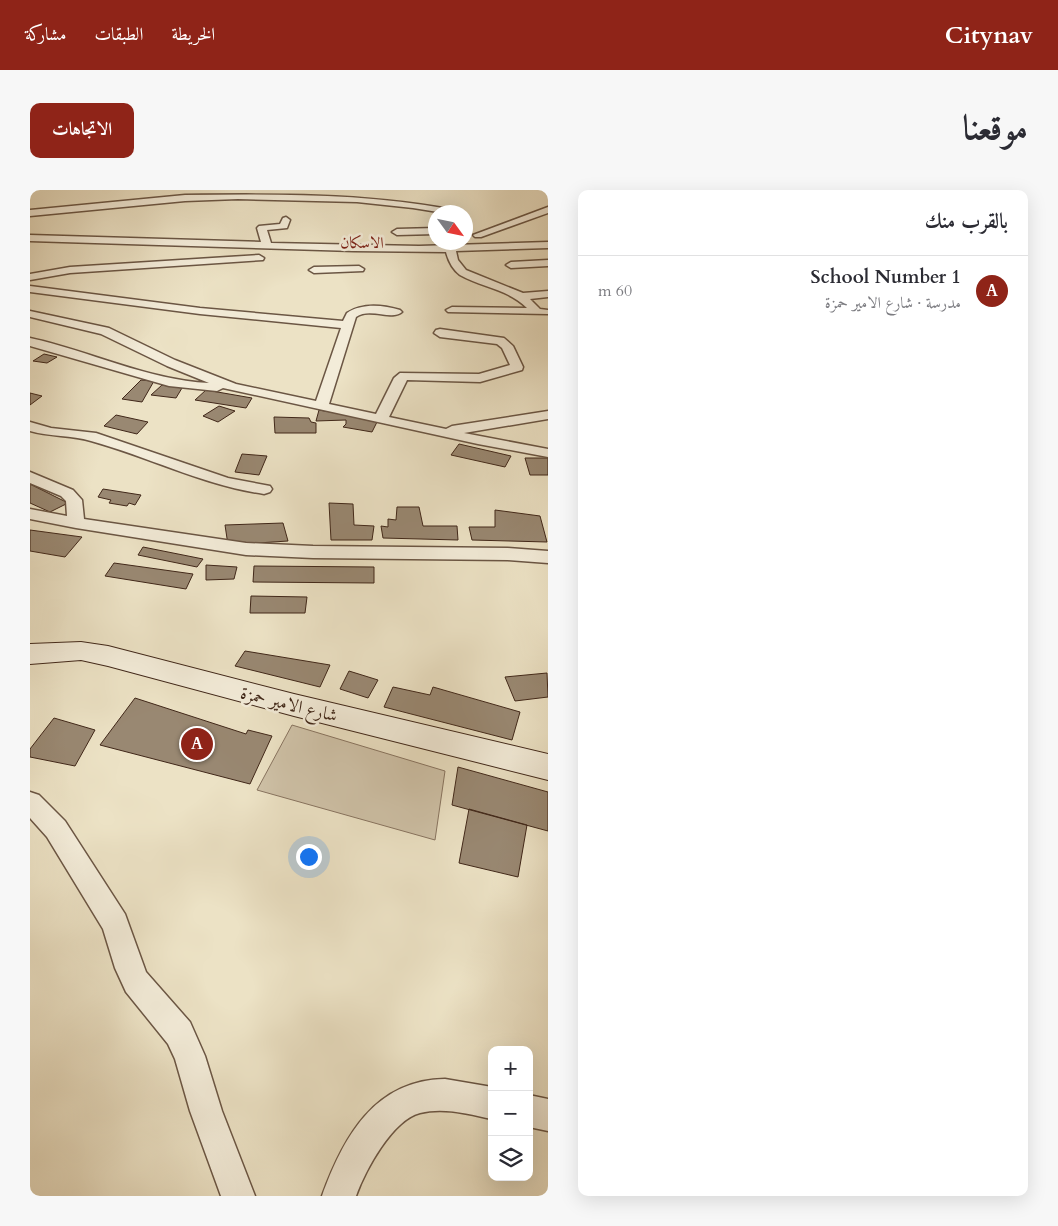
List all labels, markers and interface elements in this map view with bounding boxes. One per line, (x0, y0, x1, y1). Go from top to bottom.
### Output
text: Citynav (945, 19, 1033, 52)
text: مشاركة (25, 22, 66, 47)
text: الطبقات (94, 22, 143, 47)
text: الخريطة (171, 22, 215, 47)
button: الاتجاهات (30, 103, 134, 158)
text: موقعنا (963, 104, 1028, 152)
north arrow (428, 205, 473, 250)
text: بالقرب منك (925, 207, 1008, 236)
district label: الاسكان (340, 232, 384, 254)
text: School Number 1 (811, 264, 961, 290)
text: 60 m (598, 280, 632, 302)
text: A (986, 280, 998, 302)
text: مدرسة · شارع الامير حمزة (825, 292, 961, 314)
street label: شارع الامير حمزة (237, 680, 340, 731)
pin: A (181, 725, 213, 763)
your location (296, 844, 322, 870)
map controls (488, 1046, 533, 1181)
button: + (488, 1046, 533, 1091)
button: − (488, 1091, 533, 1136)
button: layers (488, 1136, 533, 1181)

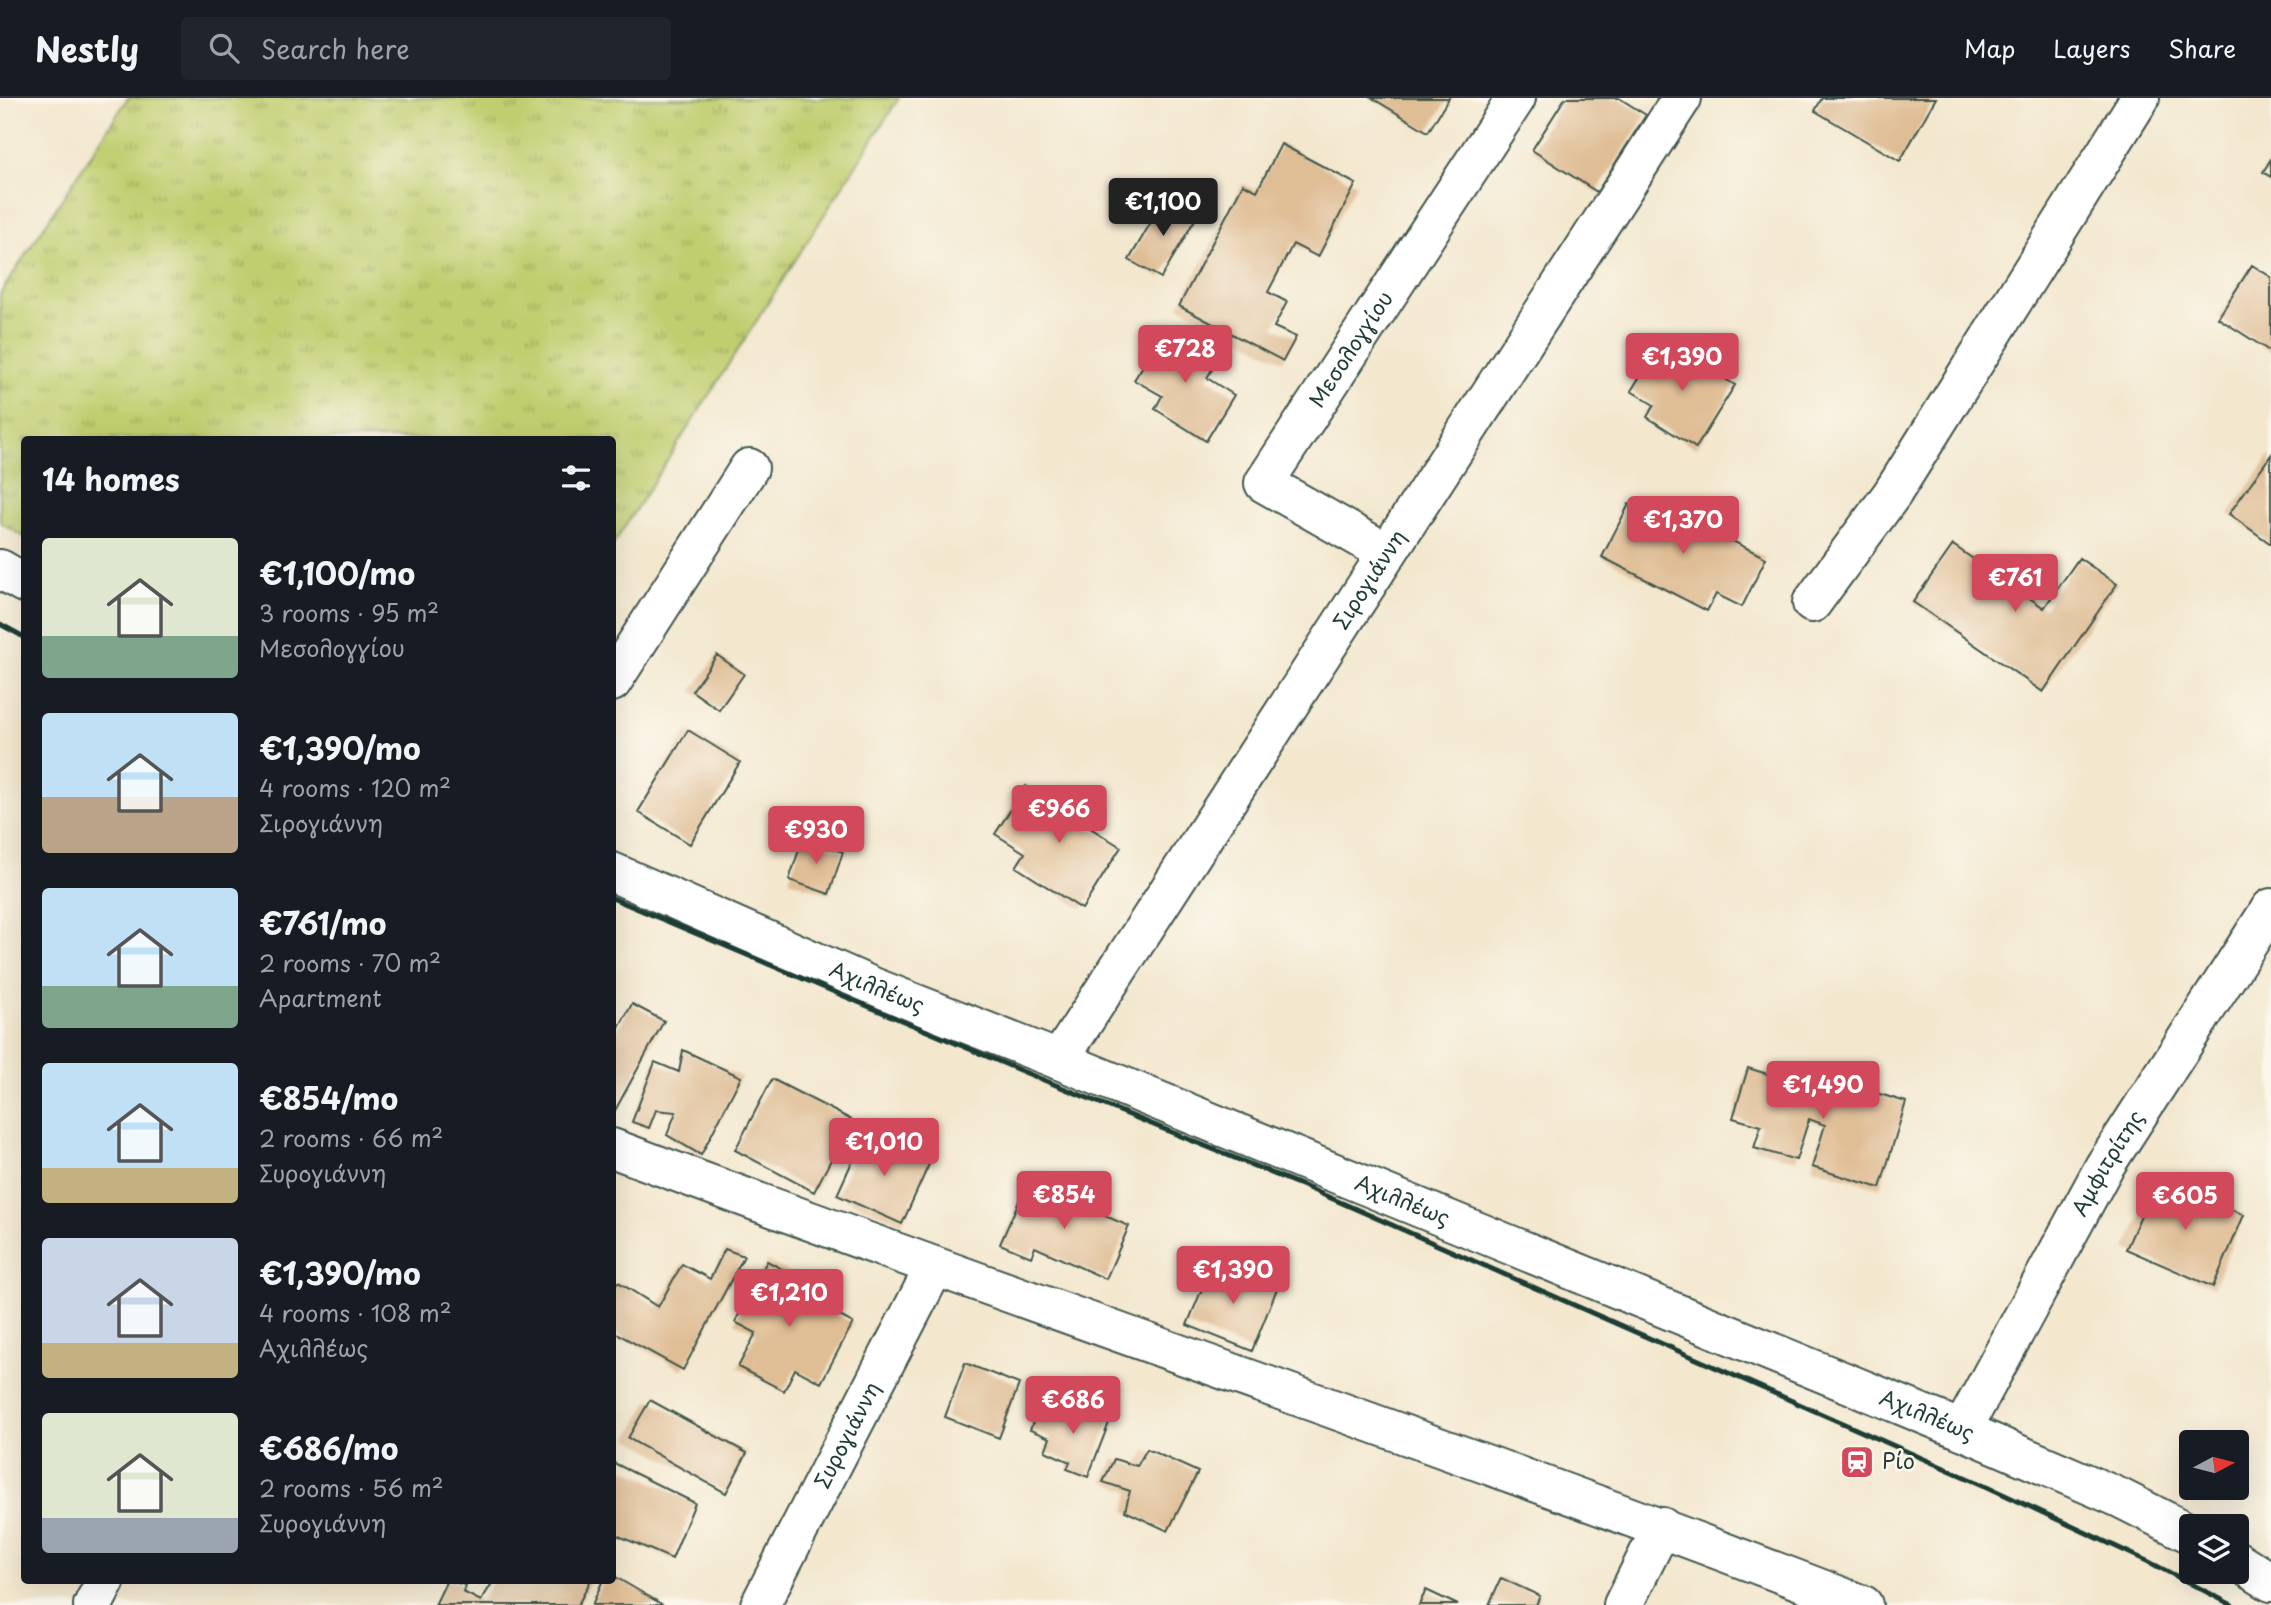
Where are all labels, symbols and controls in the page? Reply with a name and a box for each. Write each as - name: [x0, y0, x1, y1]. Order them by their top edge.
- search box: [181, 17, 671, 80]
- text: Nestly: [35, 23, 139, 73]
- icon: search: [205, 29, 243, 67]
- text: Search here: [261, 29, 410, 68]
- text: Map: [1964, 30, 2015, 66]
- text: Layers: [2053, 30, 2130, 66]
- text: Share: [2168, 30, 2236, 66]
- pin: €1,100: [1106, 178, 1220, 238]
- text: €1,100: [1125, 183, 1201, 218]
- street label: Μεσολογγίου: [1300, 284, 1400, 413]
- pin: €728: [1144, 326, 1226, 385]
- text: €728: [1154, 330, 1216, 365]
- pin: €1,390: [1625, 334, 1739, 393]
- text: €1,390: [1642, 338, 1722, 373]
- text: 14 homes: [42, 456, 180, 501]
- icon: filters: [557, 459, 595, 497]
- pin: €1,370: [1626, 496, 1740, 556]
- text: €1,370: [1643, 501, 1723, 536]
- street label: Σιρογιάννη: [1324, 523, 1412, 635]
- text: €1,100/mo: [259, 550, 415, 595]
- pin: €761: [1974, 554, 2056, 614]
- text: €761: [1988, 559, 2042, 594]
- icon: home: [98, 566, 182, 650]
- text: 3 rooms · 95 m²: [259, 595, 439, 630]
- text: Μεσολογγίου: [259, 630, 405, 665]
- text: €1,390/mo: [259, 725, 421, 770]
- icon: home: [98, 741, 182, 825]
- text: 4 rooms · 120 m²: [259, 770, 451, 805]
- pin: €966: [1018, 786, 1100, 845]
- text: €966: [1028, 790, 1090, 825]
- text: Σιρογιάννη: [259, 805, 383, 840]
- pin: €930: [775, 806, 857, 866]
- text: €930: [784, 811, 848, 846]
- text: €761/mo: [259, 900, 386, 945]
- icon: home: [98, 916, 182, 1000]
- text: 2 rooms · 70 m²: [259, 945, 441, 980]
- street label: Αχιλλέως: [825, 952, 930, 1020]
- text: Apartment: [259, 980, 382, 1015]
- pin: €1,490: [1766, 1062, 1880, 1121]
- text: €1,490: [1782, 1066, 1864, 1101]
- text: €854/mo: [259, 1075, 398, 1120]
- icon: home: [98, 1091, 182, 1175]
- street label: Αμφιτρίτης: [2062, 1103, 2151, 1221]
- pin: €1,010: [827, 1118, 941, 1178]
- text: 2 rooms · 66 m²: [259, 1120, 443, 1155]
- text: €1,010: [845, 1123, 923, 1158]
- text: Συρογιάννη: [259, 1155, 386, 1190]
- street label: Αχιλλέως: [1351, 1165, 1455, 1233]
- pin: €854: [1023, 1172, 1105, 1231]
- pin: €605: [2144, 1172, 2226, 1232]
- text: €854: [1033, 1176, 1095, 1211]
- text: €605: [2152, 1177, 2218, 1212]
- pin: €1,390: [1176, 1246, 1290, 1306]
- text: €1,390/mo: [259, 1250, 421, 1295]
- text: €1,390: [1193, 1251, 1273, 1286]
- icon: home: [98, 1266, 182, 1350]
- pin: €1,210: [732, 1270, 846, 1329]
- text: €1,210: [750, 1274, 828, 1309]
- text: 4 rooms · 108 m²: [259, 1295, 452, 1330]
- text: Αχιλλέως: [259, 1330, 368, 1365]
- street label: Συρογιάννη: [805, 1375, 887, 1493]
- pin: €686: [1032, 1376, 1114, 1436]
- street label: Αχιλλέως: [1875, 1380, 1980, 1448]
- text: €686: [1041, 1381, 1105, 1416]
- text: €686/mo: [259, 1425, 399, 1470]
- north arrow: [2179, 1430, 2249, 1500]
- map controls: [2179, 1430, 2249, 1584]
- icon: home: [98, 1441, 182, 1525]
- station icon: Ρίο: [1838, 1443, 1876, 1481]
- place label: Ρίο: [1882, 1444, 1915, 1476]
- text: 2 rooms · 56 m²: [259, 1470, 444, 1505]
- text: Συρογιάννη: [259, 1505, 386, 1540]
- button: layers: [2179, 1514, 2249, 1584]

__Your task__
Omitting all pictures, reproduce the records above in their entirety.

__Written solution__
List all labels, markers and interface elements in this map view with bounding boxes. One per line, (x0, y0, x1, y1). Go from top to bottom.
### Output
text: Citynav (945, 19, 1033, 52)
text: مشاركة (25, 22, 66, 47)
text: الطبقات (94, 22, 143, 47)
text: الخريطة (171, 22, 215, 47)
button: الاتجاهات (30, 103, 134, 158)
text: موقعنا (963, 104, 1028, 152)
north arrow (428, 205, 473, 250)
text: بالقرب منك (925, 207, 1008, 236)
district label: الاسكان (340, 232, 384, 254)
text: School Number 1 (811, 264, 961, 290)
text: 60 m (598, 280, 632, 302)
text: A (986, 280, 998, 302)
text: مدرسة · شارع الامير حمزة (825, 292, 961, 314)
street label: شارع الامير حمزة (237, 680, 340, 731)
pin: A (181, 725, 213, 763)
your location (296, 844, 322, 870)
map controls (488, 1046, 533, 1181)
button: + (488, 1046, 533, 1091)
button: − (488, 1091, 533, 1136)
button: layers (488, 1136, 533, 1181)

Where are all labels, symbols and controls in the page? Reply with a name and a box for each. Write each as - name: [x0, y0, x1, y1]. Order them by their top edge.
- search box: [181, 17, 671, 80]
- text: Nestly: [35, 23, 139, 73]
- icon: search: [205, 29, 243, 67]
- text: Search here: [261, 29, 410, 68]
- text: Map: [1964, 30, 2015, 66]
- text: Layers: [2053, 30, 2130, 66]
- text: Share: [2168, 30, 2236, 66]
- pin: €1,100: [1106, 178, 1220, 238]
- text: €1,100: [1125, 183, 1201, 218]
- street label: Μεσολογγίου: [1300, 284, 1400, 413]
- pin: €728: [1144, 326, 1226, 385]
- text: €728: [1154, 330, 1216, 365]
- pin: €1,390: [1625, 334, 1739, 393]
- text: €1,390: [1642, 338, 1722, 373]
- text: 14 homes: [42, 456, 180, 501]
- icon: filters: [557, 459, 595, 497]
- pin: €1,370: [1626, 496, 1740, 556]
- text: €1,370: [1643, 501, 1723, 536]
- street label: Σιρογιάννη: [1324, 523, 1412, 635]
- text: €1,100/mo: [259, 550, 415, 595]
- pin: €761: [1974, 554, 2056, 614]
- text: €761: [1988, 559, 2042, 594]
- icon: home: [98, 566, 182, 650]
- text: 3 rooms · 95 m²: [259, 595, 439, 630]
- text: Μεσολογγίου: [259, 630, 405, 665]
- text: €1,390/mo: [259, 725, 421, 770]
- icon: home: [98, 741, 182, 825]
- text: 4 rooms · 120 m²: [259, 770, 451, 805]
- pin: €966: [1018, 786, 1100, 845]
- text: €966: [1028, 790, 1090, 825]
- text: Σιρογιάννη: [259, 805, 383, 840]
- pin: €930: [775, 806, 857, 866]
- text: €930: [784, 811, 848, 846]
- text: €761/mo: [259, 900, 386, 945]
- icon: home: [98, 916, 182, 1000]
- text: 2 rooms · 70 m²: [259, 945, 441, 980]
- street label: Αχιλλέως: [825, 952, 930, 1020]
- text: Apartment: [259, 980, 382, 1015]
- pin: €1,490: [1766, 1062, 1880, 1121]
- text: €1,490: [1782, 1066, 1864, 1101]
- text: €854/mo: [259, 1075, 398, 1120]
- icon: home: [98, 1091, 182, 1175]
- street label: Αμφιτρίτης: [2062, 1103, 2151, 1221]
- pin: €1,010: [827, 1118, 941, 1178]
- text: 2 rooms · 66 m²: [259, 1120, 443, 1155]
- text: €1,010: [845, 1123, 923, 1158]
- text: Συρογιάννη: [259, 1155, 386, 1190]
- street label: Αχιλλέως: [1351, 1165, 1455, 1233]
- pin: €854: [1023, 1172, 1105, 1231]
- pin: €605: [2144, 1172, 2226, 1232]
- text: €854: [1033, 1176, 1095, 1211]
- text: €605: [2152, 1177, 2218, 1212]
- pin: €1,390: [1176, 1246, 1290, 1306]
- text: €1,390/mo: [259, 1250, 421, 1295]
- text: €1,390: [1193, 1251, 1273, 1286]
- icon: home: [98, 1266, 182, 1350]
- pin: €1,210: [732, 1270, 846, 1329]
- text: €1,210: [750, 1274, 828, 1309]
- text: 4 rooms · 108 m²: [259, 1295, 452, 1330]
- text: Αχιλλέως: [259, 1330, 368, 1365]
- street label: Συρογιάννη: [805, 1375, 887, 1493]
- pin: €686: [1032, 1376, 1114, 1436]
- street label: Αχιλλέως: [1875, 1380, 1980, 1448]
- text: €686: [1041, 1381, 1105, 1416]
- text: €686/mo: [259, 1425, 399, 1470]
- north arrow: [2179, 1430, 2249, 1500]
- map controls: [2179, 1430, 2249, 1584]
- icon: home: [98, 1441, 182, 1525]
- station icon: Ρίο: [1838, 1443, 1876, 1481]
- place label: Ρίο: [1882, 1444, 1915, 1476]
- text: 2 rooms · 56 m²: [259, 1470, 444, 1505]
- text: Συρογιάννη: [259, 1505, 386, 1540]
- button: layers: [2179, 1514, 2249, 1584]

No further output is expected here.